┌──
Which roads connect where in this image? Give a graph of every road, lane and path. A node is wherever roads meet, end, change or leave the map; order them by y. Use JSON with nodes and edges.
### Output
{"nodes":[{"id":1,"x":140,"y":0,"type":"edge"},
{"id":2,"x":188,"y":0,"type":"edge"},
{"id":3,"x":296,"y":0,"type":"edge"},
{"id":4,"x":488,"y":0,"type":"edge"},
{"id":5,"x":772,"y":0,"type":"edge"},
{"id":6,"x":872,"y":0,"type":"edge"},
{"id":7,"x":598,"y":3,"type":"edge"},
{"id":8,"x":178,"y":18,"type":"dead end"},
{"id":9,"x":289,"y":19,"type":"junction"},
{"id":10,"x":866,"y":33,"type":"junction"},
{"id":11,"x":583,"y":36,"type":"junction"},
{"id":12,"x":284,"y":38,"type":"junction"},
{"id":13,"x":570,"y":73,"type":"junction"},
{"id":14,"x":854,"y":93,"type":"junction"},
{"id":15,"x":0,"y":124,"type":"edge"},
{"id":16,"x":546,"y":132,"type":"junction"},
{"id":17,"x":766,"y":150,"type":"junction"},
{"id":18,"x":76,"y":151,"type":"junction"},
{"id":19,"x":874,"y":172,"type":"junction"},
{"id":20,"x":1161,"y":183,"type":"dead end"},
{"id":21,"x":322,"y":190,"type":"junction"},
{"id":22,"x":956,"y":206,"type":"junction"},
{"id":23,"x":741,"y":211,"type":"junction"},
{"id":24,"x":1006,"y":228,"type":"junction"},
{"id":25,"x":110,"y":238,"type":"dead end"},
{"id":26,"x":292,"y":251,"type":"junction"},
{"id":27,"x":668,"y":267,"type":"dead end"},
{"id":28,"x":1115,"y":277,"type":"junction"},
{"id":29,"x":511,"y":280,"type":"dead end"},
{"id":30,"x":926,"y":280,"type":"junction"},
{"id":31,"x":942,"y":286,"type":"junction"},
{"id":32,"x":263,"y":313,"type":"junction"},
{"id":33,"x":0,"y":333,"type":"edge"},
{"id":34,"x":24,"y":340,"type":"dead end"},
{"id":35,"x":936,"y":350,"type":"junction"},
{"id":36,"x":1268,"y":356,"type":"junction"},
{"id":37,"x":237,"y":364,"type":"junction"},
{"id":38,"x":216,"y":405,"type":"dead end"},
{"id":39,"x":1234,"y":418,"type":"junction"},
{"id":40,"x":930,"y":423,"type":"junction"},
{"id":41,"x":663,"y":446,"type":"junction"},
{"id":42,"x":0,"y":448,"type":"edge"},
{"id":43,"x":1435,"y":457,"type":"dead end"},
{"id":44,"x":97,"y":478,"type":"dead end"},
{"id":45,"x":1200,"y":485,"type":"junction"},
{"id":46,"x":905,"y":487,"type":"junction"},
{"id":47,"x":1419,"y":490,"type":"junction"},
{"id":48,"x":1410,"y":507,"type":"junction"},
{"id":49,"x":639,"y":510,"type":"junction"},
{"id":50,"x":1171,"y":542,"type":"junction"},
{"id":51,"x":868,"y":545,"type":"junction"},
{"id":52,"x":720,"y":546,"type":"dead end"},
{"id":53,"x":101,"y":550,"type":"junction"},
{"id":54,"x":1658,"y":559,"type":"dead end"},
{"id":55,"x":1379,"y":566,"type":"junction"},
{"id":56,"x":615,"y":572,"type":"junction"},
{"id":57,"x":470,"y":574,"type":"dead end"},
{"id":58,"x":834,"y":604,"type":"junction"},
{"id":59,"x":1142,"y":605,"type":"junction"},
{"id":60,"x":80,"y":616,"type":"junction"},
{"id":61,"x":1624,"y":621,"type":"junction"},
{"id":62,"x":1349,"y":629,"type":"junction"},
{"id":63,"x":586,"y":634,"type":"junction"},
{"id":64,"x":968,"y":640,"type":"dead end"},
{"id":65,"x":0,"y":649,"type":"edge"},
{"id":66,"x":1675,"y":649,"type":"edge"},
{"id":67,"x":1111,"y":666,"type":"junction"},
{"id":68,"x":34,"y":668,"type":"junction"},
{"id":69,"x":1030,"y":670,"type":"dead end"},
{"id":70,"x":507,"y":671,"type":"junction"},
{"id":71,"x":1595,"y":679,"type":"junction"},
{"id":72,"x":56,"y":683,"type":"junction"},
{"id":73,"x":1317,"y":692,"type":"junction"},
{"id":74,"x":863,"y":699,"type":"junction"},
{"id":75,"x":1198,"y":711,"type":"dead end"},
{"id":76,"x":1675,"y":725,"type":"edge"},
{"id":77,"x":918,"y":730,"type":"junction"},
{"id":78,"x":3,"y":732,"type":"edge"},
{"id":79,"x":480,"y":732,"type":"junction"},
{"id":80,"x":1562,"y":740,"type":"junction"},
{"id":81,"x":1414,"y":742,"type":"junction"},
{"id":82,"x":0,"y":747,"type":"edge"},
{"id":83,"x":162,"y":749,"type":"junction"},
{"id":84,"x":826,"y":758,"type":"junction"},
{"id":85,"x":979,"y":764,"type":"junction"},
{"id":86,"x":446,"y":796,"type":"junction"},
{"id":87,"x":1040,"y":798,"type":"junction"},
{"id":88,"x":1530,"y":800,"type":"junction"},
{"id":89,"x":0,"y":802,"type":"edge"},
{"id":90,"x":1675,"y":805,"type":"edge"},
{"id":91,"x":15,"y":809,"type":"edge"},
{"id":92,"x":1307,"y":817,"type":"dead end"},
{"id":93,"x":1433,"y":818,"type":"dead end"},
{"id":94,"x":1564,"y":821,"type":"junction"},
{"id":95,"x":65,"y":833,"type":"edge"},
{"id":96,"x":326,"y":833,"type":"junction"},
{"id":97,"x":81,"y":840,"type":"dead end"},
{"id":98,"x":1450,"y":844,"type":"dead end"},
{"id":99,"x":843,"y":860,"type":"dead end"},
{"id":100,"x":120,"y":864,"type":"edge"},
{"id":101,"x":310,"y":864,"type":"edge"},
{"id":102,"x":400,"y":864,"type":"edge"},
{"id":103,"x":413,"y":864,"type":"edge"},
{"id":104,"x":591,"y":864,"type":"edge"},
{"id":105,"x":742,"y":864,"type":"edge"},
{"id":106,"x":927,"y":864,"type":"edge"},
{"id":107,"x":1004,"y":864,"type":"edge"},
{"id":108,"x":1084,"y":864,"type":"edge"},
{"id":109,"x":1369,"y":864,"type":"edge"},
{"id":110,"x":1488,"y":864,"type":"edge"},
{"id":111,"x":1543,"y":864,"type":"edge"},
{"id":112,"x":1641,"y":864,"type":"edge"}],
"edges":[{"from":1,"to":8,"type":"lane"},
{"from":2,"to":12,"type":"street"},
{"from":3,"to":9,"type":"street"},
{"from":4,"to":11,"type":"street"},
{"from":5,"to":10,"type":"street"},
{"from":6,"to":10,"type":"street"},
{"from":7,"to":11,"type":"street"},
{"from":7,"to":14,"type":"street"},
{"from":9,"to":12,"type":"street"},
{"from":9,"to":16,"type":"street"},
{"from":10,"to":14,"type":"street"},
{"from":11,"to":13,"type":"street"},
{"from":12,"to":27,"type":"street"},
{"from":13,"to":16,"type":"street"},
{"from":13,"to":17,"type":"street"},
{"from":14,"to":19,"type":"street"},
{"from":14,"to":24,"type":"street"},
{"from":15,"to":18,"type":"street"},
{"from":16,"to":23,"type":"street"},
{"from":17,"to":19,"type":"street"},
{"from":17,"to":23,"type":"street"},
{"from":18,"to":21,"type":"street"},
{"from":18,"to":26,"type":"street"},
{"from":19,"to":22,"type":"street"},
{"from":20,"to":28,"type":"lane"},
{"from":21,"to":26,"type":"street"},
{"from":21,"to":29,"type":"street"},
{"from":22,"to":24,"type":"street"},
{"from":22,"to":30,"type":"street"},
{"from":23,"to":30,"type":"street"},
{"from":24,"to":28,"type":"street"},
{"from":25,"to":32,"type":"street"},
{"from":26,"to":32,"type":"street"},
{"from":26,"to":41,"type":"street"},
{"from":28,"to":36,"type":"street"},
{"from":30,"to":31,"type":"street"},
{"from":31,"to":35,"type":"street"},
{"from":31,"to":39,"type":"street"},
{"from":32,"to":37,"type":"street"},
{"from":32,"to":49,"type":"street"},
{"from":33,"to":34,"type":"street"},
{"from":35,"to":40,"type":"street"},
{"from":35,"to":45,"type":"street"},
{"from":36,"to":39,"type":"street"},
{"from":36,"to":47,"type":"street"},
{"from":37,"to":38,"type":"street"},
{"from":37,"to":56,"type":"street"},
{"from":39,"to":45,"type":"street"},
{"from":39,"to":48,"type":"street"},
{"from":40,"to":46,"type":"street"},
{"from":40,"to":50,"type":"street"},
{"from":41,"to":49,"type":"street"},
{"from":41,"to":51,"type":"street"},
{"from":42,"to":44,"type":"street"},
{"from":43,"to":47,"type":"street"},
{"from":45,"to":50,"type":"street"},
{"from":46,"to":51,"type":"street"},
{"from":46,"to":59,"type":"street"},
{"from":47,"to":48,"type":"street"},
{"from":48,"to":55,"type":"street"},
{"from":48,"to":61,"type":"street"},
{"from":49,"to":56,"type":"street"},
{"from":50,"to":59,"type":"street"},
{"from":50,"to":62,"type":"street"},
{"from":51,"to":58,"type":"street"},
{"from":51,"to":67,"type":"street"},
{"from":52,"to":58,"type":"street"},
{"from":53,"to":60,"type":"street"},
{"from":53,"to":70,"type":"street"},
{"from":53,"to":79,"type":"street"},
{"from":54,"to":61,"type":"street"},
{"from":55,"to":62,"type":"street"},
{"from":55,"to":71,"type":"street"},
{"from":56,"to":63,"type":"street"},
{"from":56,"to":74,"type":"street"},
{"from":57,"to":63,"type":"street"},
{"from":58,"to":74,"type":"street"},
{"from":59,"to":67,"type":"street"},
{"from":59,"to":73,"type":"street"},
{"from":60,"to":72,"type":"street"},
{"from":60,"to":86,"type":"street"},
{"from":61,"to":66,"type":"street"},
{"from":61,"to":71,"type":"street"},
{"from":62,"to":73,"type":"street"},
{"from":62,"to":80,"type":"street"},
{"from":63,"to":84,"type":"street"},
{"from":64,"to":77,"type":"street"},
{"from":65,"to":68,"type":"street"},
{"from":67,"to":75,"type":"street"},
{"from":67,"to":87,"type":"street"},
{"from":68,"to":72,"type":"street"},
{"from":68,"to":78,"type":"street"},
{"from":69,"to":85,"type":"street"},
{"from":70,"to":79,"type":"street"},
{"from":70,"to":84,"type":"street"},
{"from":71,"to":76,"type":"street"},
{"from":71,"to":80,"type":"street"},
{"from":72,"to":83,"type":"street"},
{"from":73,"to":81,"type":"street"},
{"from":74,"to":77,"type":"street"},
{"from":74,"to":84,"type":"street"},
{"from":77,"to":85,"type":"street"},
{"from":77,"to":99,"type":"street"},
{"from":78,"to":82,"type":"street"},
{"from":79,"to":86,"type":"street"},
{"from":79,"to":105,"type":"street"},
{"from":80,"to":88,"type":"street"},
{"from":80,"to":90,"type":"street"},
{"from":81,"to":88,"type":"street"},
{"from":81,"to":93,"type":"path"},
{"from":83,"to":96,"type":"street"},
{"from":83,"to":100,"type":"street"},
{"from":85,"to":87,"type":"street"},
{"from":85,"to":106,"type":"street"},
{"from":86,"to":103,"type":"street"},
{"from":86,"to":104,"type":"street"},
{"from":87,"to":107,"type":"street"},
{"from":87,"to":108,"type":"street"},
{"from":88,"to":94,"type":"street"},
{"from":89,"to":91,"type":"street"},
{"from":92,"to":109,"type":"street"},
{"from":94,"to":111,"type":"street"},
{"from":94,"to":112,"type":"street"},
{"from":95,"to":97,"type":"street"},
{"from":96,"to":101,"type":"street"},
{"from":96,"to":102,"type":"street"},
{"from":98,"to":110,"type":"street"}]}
└──
Problem requirements. How many lines of the records contain "nodes"? Answer with the number only.

Task solution. 2